• THE PROBLEM
Using the records below, find every line that includes "Leandro" and copy it.

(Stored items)
^^^^^^^^^^^^^^^^
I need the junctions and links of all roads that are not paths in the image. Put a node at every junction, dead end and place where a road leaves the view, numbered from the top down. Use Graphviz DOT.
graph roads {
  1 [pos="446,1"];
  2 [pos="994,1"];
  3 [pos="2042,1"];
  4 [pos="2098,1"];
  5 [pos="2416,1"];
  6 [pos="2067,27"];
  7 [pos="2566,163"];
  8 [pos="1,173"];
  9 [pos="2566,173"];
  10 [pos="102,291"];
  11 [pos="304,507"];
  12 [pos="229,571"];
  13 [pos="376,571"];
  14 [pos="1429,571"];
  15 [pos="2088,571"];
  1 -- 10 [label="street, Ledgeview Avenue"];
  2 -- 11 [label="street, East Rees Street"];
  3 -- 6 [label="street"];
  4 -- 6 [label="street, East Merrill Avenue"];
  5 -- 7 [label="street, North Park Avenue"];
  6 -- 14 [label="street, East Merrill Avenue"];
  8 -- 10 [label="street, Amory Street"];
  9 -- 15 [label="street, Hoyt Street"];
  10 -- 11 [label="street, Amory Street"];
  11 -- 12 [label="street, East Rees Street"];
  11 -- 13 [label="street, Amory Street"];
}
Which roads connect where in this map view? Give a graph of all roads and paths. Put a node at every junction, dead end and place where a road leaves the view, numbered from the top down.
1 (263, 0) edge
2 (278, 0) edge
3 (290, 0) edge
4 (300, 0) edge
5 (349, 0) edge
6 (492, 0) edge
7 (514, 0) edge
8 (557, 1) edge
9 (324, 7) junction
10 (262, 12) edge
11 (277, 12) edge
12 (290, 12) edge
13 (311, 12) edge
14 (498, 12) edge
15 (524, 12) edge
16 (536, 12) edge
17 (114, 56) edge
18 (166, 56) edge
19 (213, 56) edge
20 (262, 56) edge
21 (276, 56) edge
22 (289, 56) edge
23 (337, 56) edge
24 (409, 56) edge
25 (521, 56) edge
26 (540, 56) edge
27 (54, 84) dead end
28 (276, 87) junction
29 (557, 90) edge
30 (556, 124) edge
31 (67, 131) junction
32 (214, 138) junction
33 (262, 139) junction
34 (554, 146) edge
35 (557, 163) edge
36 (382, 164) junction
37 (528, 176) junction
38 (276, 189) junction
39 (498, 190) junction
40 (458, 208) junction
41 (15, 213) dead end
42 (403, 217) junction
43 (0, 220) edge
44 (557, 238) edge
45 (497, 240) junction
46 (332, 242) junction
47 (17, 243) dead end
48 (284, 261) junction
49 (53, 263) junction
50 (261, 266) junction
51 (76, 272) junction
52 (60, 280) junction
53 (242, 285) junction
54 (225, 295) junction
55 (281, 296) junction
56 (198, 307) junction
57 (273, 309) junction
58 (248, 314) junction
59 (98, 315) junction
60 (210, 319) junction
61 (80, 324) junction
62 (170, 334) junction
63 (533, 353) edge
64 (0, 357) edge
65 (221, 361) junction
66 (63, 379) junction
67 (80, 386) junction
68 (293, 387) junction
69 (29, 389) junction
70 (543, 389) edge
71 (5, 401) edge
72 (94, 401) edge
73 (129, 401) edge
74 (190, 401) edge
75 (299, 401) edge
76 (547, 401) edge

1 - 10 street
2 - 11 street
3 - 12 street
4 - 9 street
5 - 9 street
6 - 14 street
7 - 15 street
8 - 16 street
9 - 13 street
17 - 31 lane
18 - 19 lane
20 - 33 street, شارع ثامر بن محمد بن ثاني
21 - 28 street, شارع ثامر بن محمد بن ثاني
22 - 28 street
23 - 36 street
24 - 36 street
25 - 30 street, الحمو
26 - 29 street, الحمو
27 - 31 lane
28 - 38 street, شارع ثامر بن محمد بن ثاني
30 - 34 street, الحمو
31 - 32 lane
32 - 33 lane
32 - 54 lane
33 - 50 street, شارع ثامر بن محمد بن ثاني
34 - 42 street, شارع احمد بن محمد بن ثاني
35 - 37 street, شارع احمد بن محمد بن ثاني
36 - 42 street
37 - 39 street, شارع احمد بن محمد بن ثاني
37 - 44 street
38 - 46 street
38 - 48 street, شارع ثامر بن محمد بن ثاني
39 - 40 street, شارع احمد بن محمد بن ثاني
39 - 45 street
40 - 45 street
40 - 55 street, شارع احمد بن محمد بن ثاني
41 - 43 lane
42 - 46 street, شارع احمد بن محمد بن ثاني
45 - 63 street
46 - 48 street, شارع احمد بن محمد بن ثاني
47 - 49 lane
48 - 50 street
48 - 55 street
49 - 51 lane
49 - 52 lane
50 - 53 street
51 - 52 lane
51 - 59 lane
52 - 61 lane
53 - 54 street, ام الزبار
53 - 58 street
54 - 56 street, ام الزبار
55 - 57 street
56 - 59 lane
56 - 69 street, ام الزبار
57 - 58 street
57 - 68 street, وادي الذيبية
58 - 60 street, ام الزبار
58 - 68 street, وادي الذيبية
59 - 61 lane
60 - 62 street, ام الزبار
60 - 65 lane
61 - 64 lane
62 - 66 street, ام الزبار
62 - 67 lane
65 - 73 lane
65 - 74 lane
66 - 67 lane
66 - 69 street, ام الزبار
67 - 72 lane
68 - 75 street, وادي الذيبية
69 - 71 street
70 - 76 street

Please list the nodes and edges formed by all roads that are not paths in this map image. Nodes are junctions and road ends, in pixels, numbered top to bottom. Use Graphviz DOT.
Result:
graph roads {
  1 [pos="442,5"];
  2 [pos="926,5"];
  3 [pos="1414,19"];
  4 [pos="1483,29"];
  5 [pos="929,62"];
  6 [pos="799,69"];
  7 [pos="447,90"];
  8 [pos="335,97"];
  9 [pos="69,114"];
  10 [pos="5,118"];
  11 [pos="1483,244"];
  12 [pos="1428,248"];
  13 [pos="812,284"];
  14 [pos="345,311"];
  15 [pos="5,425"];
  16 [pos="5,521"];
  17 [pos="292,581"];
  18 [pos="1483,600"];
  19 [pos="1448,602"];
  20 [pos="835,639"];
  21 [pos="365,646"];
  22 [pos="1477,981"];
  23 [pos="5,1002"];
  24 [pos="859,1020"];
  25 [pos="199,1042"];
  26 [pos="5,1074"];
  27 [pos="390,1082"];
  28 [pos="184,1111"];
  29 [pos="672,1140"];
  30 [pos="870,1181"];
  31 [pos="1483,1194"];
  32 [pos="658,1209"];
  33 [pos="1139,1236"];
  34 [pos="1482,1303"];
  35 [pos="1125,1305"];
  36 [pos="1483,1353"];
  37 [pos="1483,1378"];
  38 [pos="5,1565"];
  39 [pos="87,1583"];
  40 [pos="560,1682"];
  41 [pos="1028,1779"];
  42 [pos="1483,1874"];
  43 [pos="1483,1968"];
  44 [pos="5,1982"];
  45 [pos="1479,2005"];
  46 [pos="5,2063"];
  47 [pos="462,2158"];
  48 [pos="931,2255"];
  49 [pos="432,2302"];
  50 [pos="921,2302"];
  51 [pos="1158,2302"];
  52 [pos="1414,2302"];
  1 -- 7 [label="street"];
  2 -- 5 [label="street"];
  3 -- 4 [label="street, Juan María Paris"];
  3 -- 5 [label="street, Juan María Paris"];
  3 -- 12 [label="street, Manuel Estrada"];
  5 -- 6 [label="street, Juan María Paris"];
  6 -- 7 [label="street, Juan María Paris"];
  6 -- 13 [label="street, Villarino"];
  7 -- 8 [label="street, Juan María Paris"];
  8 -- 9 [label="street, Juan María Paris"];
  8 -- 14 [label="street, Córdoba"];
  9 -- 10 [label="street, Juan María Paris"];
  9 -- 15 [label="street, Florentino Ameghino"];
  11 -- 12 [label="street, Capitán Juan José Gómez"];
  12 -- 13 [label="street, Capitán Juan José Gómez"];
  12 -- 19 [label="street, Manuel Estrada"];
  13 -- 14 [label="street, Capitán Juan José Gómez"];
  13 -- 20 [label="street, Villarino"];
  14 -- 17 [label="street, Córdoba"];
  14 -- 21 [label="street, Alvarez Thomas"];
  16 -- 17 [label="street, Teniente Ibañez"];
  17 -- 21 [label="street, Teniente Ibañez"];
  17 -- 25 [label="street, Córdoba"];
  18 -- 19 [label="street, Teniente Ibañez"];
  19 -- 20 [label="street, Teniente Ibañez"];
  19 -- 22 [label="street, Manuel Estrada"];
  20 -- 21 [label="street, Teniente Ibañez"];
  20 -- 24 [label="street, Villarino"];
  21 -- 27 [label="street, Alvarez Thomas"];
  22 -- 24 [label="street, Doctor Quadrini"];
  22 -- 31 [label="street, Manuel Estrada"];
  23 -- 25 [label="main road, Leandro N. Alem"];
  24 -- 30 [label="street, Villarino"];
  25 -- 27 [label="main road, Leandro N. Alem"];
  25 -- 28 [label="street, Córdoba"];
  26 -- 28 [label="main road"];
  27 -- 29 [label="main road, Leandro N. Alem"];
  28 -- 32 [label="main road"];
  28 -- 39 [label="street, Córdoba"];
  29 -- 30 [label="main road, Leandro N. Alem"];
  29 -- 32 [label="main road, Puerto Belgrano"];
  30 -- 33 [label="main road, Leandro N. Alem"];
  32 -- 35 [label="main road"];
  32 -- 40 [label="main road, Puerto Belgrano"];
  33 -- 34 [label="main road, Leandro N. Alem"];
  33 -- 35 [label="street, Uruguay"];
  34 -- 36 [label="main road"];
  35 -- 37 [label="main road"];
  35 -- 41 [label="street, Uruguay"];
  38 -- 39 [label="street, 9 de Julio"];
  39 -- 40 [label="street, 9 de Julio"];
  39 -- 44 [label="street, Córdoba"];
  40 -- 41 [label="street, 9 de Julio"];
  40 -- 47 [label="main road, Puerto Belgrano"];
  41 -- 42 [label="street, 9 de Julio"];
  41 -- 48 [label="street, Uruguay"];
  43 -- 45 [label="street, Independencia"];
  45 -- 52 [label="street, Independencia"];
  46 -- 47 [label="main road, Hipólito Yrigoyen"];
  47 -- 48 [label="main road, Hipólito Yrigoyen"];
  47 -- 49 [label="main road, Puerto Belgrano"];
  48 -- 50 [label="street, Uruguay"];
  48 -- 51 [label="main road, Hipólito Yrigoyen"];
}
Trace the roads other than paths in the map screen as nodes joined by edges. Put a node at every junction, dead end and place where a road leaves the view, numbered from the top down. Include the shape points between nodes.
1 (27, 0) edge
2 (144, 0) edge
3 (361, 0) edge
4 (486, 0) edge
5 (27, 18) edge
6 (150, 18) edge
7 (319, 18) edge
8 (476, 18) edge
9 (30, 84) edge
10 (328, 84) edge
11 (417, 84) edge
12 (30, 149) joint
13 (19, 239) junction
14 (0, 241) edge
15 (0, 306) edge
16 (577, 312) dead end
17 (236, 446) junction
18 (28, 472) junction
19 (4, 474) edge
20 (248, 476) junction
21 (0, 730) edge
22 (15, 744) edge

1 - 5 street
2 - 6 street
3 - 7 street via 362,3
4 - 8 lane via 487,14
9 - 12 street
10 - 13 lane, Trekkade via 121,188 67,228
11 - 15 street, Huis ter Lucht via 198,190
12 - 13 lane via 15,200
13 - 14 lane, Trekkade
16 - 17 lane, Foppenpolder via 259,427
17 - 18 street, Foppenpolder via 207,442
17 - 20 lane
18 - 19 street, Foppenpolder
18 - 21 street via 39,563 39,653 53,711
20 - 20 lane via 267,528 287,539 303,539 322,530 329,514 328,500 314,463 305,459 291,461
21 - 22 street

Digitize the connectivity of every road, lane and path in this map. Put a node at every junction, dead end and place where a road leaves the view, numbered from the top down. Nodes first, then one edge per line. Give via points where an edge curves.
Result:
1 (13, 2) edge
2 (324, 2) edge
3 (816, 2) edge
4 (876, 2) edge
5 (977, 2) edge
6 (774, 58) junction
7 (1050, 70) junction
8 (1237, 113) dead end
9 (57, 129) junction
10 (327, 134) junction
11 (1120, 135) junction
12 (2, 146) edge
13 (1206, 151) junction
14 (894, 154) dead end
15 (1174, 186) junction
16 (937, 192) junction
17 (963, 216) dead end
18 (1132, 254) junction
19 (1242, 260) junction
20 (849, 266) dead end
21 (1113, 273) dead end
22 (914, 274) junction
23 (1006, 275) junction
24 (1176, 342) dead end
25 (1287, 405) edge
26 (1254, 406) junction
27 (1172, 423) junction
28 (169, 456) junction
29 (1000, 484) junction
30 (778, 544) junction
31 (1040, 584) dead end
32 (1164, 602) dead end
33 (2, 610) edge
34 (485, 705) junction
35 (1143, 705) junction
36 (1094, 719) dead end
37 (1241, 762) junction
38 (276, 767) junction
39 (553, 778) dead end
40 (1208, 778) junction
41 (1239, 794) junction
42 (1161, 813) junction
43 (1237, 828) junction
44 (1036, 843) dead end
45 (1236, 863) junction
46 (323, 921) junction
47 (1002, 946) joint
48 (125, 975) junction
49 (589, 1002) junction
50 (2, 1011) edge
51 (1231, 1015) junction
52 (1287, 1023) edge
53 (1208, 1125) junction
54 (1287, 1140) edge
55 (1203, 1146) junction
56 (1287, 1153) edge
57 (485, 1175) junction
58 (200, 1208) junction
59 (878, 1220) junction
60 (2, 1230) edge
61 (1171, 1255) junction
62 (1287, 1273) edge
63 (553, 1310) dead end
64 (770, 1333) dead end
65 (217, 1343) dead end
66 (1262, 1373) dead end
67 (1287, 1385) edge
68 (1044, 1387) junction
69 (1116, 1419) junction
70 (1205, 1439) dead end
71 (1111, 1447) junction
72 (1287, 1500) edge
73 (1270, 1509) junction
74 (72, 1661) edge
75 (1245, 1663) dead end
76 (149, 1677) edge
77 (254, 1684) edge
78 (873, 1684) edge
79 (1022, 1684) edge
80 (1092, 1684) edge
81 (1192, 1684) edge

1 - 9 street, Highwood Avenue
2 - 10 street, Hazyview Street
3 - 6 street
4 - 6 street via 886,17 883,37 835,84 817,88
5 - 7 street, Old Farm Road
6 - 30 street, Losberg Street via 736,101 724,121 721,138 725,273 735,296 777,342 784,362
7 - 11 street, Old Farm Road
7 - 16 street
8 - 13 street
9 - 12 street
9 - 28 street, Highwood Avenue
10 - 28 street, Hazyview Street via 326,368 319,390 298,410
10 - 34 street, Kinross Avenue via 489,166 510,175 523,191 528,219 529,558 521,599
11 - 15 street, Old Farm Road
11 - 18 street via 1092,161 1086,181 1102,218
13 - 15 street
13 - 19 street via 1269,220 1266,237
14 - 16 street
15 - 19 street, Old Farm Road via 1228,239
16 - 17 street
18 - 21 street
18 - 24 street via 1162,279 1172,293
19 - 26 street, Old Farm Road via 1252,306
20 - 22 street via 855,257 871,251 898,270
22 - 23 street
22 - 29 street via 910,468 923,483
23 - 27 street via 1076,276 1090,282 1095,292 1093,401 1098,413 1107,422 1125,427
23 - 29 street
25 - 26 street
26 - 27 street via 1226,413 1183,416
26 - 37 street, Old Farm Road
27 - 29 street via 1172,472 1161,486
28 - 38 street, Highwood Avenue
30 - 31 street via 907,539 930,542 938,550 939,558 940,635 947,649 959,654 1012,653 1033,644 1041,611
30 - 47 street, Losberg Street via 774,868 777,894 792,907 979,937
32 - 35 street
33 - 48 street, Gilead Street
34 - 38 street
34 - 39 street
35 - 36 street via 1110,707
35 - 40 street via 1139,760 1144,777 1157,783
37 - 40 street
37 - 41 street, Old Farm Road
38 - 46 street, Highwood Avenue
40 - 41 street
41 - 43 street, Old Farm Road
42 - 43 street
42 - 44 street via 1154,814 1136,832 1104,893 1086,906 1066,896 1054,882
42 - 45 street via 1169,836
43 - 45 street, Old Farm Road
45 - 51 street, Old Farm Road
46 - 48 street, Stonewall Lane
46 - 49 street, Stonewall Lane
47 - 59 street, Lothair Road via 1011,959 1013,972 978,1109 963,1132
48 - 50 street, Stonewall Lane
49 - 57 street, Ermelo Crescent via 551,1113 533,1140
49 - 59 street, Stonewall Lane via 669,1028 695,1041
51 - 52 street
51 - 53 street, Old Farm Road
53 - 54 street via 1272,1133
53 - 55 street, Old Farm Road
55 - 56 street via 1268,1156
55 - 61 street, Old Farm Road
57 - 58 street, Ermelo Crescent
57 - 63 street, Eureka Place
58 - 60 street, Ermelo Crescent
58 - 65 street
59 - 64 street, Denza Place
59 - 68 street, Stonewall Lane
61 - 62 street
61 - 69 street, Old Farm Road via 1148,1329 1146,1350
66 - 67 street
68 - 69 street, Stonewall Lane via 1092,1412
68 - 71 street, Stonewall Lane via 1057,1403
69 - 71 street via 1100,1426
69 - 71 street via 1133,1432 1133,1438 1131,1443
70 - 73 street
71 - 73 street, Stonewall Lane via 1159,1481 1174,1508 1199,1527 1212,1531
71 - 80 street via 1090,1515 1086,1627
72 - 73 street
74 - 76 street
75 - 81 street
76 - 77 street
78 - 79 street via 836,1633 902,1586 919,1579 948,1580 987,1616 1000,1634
^^^^^^^^^^^^^^^^
• ANSWER SECTION
  23 -- 25 [label="main road, Leandro N. Alem"];
  25 -- 27 [label="main road, Leandro N. Alem"];
  27 -- 29 [label="main road, Leandro N. Alem"];
  29 -- 30 [label="main road, Leandro N. Alem"];
  30 -- 33 [label="main road, Leandro N. Alem"];
  33 -- 34 [label="main road, Leandro N. Alem"];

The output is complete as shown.